Saved entries
▬▬▬▬▬▬▬▬▬▬

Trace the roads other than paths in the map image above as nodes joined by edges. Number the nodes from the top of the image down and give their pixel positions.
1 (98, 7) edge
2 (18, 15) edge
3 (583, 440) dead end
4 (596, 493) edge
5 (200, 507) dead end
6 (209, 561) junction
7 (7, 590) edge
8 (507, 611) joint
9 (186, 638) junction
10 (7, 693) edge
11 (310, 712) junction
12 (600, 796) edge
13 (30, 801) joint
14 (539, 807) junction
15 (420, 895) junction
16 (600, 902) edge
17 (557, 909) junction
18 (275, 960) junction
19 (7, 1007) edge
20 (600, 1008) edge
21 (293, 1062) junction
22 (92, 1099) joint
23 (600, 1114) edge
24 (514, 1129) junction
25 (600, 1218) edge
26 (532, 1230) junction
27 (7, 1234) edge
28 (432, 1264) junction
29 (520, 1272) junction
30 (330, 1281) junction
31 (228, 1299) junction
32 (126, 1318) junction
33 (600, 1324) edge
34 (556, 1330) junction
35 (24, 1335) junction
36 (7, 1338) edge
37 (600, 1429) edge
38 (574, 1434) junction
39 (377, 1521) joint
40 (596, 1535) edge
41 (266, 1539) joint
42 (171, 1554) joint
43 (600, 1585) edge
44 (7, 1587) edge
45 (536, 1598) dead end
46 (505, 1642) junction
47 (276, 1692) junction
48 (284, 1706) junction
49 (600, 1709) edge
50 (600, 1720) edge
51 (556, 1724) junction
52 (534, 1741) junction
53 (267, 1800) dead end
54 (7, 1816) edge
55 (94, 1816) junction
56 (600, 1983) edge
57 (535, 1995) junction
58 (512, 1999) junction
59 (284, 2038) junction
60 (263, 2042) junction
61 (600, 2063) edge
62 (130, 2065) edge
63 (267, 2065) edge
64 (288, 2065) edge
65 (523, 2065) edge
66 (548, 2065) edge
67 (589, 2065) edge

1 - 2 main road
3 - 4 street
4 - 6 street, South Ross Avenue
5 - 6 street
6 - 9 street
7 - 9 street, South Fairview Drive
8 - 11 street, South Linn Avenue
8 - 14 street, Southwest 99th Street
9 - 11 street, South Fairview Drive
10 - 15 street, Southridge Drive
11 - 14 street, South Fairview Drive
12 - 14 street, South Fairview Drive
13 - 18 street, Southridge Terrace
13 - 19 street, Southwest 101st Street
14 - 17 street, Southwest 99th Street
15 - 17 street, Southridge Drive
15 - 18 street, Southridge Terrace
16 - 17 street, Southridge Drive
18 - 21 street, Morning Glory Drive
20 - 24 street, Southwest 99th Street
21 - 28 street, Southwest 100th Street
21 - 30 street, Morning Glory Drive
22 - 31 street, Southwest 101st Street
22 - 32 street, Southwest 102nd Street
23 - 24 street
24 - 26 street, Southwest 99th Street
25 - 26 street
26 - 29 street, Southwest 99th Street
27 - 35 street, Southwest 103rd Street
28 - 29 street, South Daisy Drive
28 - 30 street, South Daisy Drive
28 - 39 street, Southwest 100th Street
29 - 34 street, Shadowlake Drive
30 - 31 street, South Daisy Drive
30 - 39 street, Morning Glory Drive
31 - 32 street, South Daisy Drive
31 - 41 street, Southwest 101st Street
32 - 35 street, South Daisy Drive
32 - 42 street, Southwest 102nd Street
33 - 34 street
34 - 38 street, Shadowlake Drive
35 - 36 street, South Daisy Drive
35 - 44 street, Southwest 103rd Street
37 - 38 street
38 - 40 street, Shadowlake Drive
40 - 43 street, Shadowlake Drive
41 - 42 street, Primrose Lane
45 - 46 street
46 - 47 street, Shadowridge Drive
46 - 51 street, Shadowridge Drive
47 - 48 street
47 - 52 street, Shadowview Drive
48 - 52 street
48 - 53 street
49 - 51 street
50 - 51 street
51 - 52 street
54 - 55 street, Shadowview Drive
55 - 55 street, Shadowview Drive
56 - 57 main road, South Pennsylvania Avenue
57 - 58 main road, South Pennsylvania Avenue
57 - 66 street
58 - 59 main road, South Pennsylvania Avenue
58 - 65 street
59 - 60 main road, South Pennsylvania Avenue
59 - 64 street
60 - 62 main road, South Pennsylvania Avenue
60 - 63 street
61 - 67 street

▬▬▬▬▬▬▬▬▬▬

> **WHAT TO WORK ON**: The records above should all be quoted exactly, please.

> **WRITTEN RESPONSE**:
Trace the roads other than paths in the map image above as nodes joined by edges. Number the nodes from the top of the image down and give their pixel positions.
1 (98, 7) edge
2 (18, 15) edge
3 (583, 440) dead end
4 (596, 493) edge
5 (200, 507) dead end
6 (209, 561) junction
7 (7, 590) edge
8 (507, 611) joint
9 (186, 638) junction
10 (7, 693) edge
11 (310, 712) junction
12 (600, 796) edge
13 (30, 801) joint
14 (539, 807) junction
15 (420, 895) junction
16 (600, 902) edge
17 (557, 909) junction
18 (275, 960) junction
19 (7, 1007) edge
20 (600, 1008) edge
21 (293, 1062) junction
22 (92, 1099) joint
23 (600, 1114) edge
24 (514, 1129) junction
25 (600, 1218) edge
26 (532, 1230) junction
27 (7, 1234) edge
28 (432, 1264) junction
29 (520, 1272) junction
30 (330, 1281) junction
31 (228, 1299) junction
32 (126, 1318) junction
33 (600, 1324) edge
34 (556, 1330) junction
35 (24, 1335) junction
36 (7, 1338) edge
37 (600, 1429) edge
38 (574, 1434) junction
39 (377, 1521) joint
40 (596, 1535) edge
41 (266, 1539) joint
42 (171, 1554) joint
43 (600, 1585) edge
44 (7, 1587) edge
45 (536, 1598) dead end
46 (505, 1642) junction
47 (276, 1692) junction
48 (284, 1706) junction
49 (600, 1709) edge
50 (600, 1720) edge
51 (556, 1724) junction
52 (534, 1741) junction
53 (267, 1800) dead end
54 (7, 1816) edge
55 (94, 1816) junction
56 (600, 1983) edge
57 (535, 1995) junction
58 (512, 1999) junction
59 (284, 2038) junction
60 (263, 2042) junction
61 (600, 2063) edge
62 (130, 2065) edge
63 (267, 2065) edge
64 (288, 2065) edge
65 (523, 2065) edge
66 (548, 2065) edge
67 (589, 2065) edge

1 - 2 main road
3 - 4 street
4 - 6 street, South Ross Avenue
5 - 6 street
6 - 9 street
7 - 9 street, South Fairview Drive
8 - 11 street, South Linn Avenue
8 - 14 street, Southwest 99th Street
9 - 11 street, South Fairview Drive
10 - 15 street, Southridge Drive
11 - 14 street, South Fairview Drive
12 - 14 street, South Fairview Drive
13 - 18 street, Southridge Terrace
13 - 19 street, Southwest 101st Street
14 - 17 street, Southwest 99th Street
15 - 17 street, Southridge Drive
15 - 18 street, Southridge Terrace
16 - 17 street, Southridge Drive
18 - 21 street, Morning Glory Drive
20 - 24 street, Southwest 99th Street
21 - 28 street, Southwest 100th Street
21 - 30 street, Morning Glory Drive
22 - 31 street, Southwest 101st Street
22 - 32 street, Southwest 102nd Street
23 - 24 street
24 - 26 street, Southwest 99th Street
25 - 26 street
26 - 29 street, Southwest 99th Street
27 - 35 street, Southwest 103rd Street
28 - 29 street, South Daisy Drive
28 - 30 street, South Daisy Drive
28 - 39 street, Southwest 100th Street
29 - 34 street, Shadowlake Drive
30 - 31 street, South Daisy Drive
30 - 39 street, Morning Glory Drive
31 - 32 street, South Daisy Drive
31 - 41 street, Southwest 101st Street
32 - 35 street, South Daisy Drive
32 - 42 street, Southwest 102nd Street
33 - 34 street
34 - 38 street, Shadowlake Drive
35 - 36 street, South Daisy Drive
35 - 44 street, Southwest 103rd Street
37 - 38 street
38 - 40 street, Shadowlake Drive
40 - 43 street, Shadowlake Drive
41 - 42 street, Primrose Lane
45 - 46 street
46 - 47 street, Shadowridge Drive
46 - 51 street, Shadowridge Drive
47 - 48 street
47 - 52 street, Shadowview Drive
48 - 52 street
48 - 53 street
49 - 51 street
50 - 51 street
51 - 52 street
54 - 55 street, Shadowview Drive
55 - 55 street, Shadowview Drive
56 - 57 main road, South Pennsylvania Avenue
57 - 58 main road, South Pennsylvania Avenue
57 - 66 street
58 - 59 main road, South Pennsylvania Avenue
58 - 65 street
59 - 60 main road, South Pennsylvania Avenue
59 - 64 street
60 - 62 main road, South Pennsylvania Avenue
60 - 63 street
61 - 67 street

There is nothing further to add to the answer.